'''

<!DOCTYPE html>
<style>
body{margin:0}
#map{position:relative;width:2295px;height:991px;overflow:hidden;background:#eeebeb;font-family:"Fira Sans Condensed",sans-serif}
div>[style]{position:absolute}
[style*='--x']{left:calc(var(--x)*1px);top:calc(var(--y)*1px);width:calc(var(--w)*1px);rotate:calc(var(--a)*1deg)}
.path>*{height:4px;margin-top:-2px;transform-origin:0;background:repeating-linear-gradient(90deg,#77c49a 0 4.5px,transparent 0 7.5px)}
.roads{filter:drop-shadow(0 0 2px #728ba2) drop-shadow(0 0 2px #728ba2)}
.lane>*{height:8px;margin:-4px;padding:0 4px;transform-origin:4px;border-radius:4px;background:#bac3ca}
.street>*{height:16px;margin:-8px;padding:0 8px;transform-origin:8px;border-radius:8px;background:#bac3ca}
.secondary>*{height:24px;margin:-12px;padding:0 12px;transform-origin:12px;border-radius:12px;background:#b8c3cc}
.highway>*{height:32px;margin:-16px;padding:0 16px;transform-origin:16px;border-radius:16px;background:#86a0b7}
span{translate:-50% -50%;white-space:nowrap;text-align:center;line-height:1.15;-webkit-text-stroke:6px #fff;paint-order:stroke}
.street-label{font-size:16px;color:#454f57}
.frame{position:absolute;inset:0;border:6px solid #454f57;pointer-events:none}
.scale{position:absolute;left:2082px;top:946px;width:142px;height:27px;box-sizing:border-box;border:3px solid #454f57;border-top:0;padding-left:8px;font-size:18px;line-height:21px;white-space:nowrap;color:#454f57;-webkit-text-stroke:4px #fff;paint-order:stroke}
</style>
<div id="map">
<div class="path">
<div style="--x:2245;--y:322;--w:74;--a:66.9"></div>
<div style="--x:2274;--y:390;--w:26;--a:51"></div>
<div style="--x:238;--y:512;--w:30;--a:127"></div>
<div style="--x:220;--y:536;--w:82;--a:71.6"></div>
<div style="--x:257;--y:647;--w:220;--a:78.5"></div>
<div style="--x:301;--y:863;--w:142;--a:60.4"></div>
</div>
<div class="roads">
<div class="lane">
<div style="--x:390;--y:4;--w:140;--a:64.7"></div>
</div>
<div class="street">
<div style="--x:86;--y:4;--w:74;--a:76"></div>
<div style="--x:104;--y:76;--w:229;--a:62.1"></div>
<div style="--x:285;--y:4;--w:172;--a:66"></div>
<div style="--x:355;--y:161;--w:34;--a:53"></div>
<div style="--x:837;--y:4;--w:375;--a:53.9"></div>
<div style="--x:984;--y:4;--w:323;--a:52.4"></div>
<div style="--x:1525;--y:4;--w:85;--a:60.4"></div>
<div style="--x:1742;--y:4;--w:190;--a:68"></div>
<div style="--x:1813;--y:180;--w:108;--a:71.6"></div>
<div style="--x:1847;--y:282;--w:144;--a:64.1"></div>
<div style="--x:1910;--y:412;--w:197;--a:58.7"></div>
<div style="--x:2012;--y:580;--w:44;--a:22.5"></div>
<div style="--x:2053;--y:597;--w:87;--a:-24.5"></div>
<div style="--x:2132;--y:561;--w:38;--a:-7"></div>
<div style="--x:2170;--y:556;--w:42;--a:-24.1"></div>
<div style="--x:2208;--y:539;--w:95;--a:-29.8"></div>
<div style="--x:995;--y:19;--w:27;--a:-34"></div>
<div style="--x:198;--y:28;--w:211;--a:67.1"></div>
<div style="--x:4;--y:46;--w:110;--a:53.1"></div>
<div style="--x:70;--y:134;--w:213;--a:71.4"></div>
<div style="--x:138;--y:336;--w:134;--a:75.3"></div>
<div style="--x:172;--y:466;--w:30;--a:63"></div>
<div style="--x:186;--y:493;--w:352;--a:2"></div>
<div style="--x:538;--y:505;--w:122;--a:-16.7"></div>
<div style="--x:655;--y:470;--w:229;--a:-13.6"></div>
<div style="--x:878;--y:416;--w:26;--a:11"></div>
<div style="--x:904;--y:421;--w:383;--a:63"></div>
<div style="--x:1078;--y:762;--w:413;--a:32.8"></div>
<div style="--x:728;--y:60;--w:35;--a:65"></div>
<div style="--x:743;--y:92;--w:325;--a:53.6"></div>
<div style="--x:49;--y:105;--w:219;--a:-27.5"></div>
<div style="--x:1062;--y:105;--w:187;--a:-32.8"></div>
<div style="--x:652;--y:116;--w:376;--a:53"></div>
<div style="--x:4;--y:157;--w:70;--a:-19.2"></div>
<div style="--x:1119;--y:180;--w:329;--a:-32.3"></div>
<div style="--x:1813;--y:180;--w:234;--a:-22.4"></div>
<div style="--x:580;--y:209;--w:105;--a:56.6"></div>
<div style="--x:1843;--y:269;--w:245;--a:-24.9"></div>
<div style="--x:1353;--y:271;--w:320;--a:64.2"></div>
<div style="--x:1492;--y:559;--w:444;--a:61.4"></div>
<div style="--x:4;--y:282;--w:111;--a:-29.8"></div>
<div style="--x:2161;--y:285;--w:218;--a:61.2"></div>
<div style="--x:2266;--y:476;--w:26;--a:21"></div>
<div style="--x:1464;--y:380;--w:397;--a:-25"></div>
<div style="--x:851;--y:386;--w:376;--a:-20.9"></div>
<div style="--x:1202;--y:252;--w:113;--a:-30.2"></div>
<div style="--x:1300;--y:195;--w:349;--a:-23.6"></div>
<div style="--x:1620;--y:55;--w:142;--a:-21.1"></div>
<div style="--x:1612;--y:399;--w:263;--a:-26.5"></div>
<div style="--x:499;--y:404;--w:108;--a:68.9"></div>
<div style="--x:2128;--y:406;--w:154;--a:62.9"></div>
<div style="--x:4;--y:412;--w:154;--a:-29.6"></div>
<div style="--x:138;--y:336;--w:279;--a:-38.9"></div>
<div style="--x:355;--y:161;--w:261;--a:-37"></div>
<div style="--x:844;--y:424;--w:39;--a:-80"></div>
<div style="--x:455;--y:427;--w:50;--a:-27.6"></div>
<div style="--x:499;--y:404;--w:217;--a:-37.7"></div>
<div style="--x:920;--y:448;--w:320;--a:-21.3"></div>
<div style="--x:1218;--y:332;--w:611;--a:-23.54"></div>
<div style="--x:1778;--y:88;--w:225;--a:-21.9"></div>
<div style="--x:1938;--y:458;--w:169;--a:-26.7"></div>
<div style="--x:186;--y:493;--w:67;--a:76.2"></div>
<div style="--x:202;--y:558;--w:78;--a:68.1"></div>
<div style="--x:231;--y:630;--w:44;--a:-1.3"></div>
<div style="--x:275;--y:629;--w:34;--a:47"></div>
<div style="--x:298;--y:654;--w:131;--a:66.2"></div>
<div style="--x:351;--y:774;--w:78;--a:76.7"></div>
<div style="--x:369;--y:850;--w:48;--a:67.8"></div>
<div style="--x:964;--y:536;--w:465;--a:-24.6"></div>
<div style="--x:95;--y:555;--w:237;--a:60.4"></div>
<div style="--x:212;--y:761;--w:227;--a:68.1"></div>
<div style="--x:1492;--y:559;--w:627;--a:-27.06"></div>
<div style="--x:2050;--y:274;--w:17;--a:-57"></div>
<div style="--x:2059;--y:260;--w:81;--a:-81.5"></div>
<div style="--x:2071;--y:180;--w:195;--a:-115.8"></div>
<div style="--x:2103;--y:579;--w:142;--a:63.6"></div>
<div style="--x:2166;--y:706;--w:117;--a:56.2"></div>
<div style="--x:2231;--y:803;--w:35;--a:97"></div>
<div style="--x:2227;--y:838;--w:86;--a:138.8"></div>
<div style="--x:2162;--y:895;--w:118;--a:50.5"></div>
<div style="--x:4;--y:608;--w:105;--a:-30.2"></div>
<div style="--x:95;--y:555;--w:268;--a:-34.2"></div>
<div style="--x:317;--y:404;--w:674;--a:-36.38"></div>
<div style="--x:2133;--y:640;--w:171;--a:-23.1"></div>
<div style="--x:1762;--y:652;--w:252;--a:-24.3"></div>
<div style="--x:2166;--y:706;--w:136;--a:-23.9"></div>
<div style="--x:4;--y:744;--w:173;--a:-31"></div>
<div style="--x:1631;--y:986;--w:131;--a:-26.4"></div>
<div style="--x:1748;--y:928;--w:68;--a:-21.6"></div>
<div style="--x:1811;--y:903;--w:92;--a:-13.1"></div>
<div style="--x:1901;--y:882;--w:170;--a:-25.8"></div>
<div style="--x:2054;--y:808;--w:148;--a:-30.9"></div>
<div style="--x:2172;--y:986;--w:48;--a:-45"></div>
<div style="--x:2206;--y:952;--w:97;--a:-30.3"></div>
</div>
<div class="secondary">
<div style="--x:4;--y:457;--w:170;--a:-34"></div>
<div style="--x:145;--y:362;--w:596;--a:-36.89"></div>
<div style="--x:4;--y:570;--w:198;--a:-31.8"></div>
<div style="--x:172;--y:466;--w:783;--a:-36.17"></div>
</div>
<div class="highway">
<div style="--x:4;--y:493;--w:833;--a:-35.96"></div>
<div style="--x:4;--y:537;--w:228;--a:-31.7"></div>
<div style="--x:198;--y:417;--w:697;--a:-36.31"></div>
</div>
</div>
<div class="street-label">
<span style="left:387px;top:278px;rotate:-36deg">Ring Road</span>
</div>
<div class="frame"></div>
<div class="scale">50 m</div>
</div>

'''

Exercise details:
Which lines of the listing contain the string "path"? Copy every one of them.

Reply to the exercise:
.path>*{height:4px;margin-top:-2px;transform-origin:0;background:repeating-linear-gradient(90deg,#77c49a 0 4.5px,transparent 0 7.5px)}
<div class="path">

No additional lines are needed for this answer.